* [Exercise description]: Using the data beneath, show every line that includes the word "lane".

Extracted records
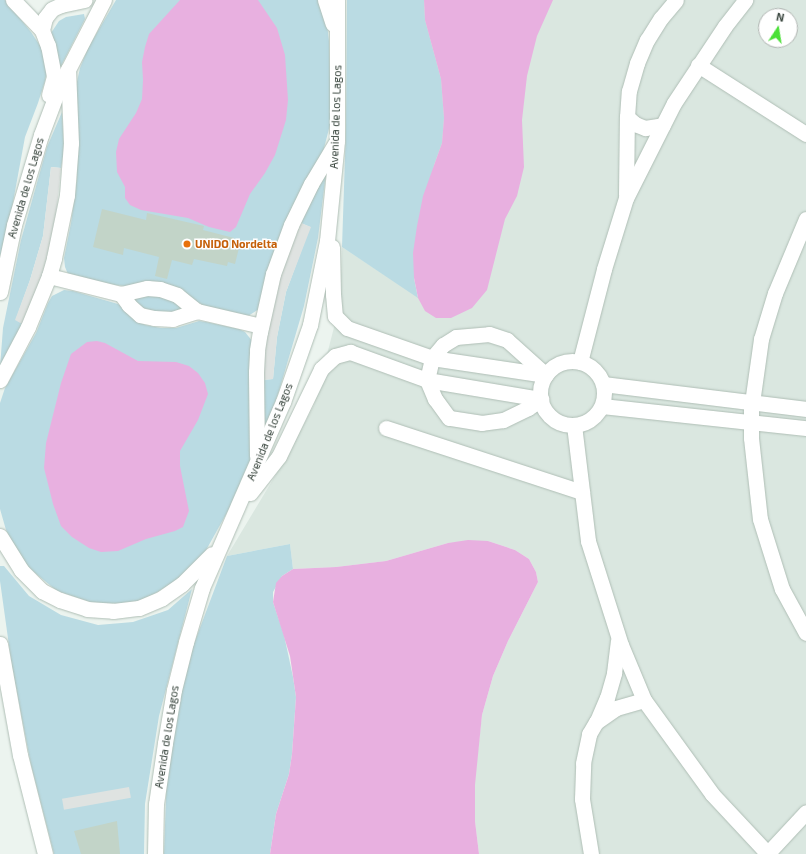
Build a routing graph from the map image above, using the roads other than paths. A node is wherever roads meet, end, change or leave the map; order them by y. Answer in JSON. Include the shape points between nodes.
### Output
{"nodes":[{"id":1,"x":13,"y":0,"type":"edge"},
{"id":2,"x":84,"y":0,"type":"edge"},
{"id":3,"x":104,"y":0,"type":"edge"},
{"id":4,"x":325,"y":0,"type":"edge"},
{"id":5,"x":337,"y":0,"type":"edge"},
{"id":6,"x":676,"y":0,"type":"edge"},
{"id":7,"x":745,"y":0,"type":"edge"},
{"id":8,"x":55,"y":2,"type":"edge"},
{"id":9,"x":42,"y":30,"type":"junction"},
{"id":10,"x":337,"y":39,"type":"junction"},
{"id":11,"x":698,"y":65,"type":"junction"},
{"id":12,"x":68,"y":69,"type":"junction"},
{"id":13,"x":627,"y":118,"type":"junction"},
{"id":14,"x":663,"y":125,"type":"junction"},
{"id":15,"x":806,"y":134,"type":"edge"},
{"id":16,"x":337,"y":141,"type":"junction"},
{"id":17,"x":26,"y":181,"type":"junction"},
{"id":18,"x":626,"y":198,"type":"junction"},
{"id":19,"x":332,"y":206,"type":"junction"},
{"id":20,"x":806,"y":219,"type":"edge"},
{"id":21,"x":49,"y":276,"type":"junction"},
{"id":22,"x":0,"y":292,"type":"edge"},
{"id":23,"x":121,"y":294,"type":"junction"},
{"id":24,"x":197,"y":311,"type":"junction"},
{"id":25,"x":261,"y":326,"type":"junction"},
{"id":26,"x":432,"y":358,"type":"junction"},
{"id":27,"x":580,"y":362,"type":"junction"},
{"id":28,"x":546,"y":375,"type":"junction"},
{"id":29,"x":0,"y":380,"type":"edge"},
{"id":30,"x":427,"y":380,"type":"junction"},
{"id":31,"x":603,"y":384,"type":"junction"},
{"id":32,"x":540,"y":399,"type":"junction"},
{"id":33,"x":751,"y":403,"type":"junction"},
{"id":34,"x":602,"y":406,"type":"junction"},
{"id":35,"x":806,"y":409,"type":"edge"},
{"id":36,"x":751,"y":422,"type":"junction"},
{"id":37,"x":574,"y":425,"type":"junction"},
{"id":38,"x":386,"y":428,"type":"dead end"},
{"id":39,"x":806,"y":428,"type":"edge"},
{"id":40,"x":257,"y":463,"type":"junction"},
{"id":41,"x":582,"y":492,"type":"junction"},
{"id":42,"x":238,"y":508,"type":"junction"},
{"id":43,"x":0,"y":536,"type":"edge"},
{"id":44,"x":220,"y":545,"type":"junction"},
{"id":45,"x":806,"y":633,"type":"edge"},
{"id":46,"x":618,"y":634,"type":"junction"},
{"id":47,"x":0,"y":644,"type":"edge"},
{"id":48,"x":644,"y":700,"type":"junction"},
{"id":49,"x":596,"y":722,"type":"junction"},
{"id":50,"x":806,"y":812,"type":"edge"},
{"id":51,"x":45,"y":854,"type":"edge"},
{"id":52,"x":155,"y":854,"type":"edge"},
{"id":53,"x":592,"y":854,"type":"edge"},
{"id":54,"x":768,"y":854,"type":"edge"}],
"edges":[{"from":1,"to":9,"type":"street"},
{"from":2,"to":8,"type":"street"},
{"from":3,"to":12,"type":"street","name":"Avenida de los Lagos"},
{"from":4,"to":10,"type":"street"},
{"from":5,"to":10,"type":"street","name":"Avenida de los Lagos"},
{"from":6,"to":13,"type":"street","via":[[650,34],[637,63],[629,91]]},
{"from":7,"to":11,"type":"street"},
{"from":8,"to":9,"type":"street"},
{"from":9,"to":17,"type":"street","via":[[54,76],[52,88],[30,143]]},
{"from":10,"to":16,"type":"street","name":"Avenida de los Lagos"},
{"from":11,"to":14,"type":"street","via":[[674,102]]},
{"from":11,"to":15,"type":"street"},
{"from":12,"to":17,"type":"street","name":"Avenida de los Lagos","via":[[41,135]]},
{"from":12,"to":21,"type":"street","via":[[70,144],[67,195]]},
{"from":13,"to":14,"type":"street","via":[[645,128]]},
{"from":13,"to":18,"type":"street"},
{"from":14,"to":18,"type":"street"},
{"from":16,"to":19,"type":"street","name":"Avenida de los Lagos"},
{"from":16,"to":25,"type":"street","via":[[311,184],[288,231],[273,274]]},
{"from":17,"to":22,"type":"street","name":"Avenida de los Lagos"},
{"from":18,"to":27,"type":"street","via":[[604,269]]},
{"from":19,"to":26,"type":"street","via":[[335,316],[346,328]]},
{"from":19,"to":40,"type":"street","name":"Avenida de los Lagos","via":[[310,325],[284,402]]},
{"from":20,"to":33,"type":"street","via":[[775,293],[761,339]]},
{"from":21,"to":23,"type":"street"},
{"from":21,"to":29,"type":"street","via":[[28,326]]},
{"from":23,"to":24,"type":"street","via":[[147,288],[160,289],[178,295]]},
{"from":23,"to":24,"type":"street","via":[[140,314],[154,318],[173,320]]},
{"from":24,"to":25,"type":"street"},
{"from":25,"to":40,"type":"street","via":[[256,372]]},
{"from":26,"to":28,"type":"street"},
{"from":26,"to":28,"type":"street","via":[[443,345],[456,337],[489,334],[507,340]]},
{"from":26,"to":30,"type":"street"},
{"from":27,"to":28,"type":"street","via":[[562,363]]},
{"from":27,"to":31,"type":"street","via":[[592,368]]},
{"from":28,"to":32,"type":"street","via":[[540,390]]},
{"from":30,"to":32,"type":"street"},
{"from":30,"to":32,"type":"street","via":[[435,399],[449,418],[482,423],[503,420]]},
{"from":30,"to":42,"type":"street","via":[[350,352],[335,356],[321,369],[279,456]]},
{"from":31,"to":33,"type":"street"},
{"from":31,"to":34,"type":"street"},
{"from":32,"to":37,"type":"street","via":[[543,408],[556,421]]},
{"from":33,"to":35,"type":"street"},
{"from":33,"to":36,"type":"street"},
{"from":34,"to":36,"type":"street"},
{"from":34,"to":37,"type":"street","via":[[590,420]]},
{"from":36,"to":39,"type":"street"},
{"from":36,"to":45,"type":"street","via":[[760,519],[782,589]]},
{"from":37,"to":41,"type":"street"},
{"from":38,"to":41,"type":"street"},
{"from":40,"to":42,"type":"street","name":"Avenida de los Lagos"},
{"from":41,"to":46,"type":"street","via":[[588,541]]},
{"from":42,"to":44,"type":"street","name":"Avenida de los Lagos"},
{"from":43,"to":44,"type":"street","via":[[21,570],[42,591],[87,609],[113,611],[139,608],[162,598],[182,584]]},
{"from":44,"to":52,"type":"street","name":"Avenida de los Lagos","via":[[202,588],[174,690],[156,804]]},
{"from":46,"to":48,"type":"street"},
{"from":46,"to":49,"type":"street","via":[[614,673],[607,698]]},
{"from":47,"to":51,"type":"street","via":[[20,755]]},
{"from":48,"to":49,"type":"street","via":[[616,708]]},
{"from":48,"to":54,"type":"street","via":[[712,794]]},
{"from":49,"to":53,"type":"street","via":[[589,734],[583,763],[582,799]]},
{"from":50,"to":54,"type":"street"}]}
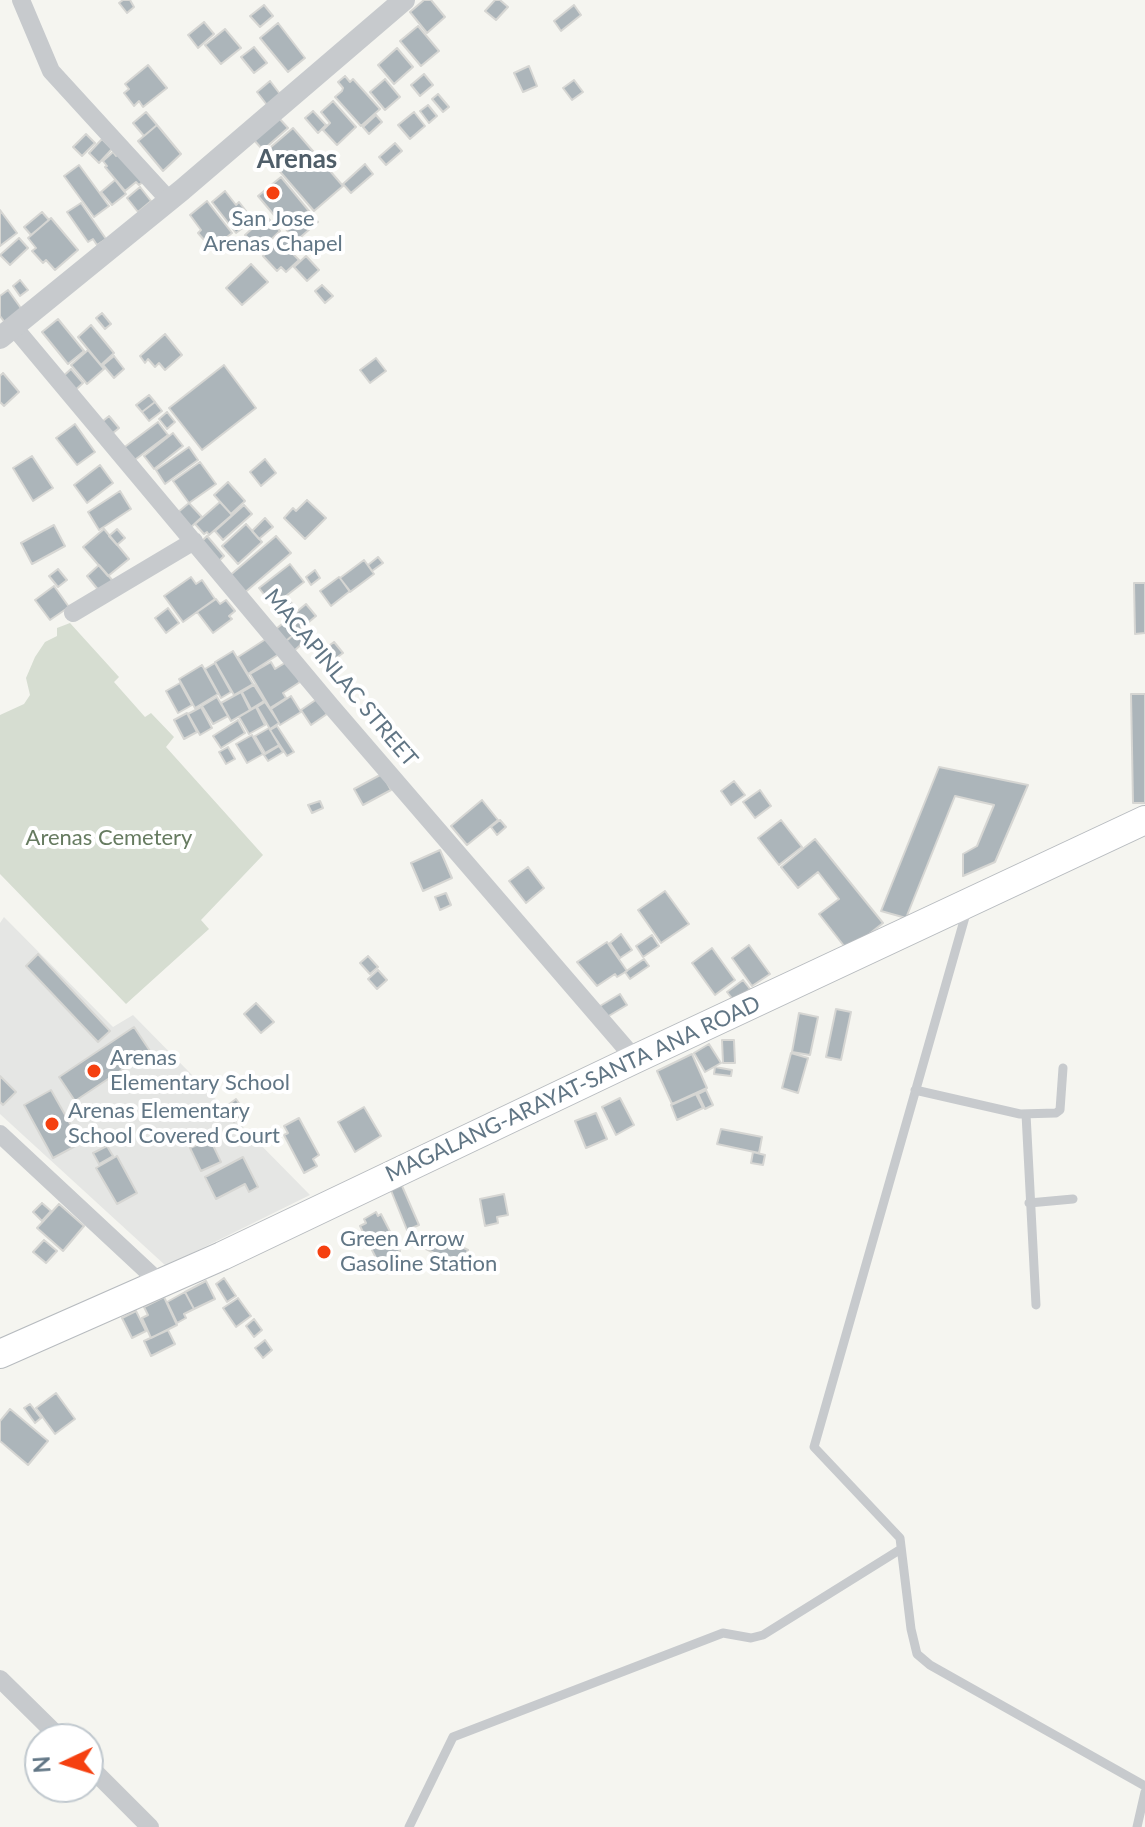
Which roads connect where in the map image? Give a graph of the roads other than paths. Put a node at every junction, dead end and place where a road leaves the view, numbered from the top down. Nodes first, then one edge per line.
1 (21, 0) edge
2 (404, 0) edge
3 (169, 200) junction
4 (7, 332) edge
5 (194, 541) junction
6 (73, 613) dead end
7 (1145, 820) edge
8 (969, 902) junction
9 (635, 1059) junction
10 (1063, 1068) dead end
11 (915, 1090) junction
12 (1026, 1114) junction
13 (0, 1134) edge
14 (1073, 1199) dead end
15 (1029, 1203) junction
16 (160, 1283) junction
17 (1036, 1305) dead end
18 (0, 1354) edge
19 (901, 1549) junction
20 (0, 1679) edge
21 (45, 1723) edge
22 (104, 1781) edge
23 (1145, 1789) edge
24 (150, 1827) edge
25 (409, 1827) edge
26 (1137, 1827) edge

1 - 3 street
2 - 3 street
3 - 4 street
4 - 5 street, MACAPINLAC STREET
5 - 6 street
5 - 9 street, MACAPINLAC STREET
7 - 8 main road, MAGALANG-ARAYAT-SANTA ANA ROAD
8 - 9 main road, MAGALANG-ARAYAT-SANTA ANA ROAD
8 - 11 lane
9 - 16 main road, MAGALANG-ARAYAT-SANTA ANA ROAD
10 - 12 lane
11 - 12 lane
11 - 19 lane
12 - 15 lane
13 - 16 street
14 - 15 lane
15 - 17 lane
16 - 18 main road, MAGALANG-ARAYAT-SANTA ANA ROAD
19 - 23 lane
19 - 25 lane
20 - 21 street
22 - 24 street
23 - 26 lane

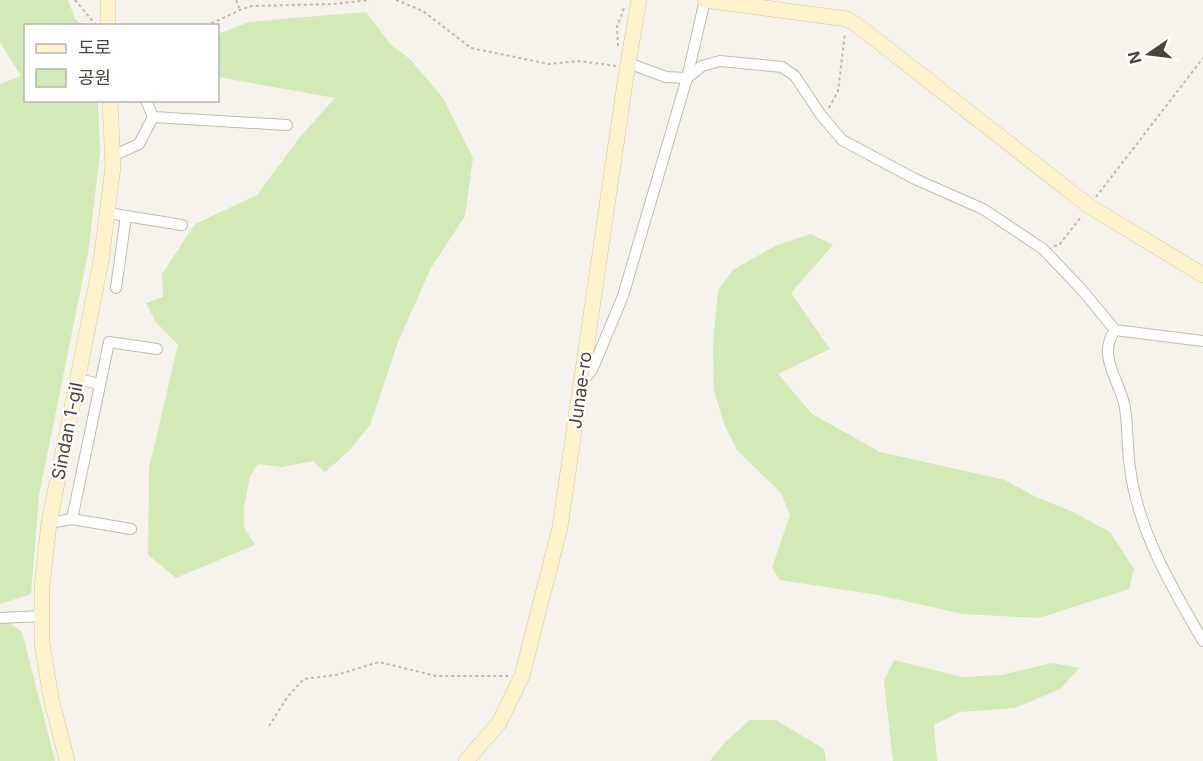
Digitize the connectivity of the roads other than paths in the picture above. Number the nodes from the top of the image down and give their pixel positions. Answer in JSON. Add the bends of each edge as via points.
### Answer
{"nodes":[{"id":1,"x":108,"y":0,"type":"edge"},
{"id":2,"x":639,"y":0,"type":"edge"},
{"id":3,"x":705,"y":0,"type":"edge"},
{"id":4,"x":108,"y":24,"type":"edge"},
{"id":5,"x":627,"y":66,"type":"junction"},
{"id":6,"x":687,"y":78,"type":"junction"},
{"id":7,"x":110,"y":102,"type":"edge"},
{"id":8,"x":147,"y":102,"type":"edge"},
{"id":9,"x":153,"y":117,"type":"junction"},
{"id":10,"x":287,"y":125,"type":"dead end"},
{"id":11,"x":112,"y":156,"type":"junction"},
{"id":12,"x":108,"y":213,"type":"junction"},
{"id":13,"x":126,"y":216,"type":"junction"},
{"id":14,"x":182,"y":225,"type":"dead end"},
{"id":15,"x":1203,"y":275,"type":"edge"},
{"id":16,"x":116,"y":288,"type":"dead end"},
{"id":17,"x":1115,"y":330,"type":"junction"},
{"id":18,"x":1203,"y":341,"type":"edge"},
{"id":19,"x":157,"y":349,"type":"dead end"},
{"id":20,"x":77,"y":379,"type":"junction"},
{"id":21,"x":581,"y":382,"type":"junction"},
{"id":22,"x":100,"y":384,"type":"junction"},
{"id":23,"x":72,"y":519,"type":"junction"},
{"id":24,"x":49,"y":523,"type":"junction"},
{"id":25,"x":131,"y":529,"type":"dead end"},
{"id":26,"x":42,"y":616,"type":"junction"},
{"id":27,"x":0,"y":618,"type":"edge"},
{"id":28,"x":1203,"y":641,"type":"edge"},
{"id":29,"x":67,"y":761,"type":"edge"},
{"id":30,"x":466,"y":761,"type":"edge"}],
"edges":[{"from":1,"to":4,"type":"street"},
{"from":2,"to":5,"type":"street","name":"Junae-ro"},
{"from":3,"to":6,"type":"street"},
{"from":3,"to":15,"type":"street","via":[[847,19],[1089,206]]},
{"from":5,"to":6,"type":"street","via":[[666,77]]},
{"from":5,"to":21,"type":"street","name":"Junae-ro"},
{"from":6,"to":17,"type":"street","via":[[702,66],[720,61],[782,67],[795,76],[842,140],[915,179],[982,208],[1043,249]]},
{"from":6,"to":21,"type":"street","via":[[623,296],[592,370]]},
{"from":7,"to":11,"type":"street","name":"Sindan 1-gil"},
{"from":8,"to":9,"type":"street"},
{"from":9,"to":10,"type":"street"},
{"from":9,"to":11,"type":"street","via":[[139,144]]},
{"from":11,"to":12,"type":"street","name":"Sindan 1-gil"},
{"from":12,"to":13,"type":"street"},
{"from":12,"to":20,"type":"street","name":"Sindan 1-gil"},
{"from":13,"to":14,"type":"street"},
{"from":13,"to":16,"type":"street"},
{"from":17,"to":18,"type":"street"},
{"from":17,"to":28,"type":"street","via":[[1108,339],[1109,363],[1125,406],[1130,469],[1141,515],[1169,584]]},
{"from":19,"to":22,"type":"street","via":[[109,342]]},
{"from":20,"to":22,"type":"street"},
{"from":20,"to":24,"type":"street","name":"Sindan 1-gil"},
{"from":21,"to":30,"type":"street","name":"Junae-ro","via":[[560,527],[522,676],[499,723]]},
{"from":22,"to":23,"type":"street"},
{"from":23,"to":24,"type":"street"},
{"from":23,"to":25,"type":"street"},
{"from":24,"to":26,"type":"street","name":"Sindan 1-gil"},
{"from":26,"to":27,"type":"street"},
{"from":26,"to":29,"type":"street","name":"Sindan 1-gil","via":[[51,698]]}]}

* [Output for this exercise]:
8 - 11 lane
10 - 12 lane
11 - 12 lane
11 - 19 lane
12 - 15 lane
14 - 15 lane
15 - 17 lane
19 - 23 lane
19 - 25 lane
23 - 26 lane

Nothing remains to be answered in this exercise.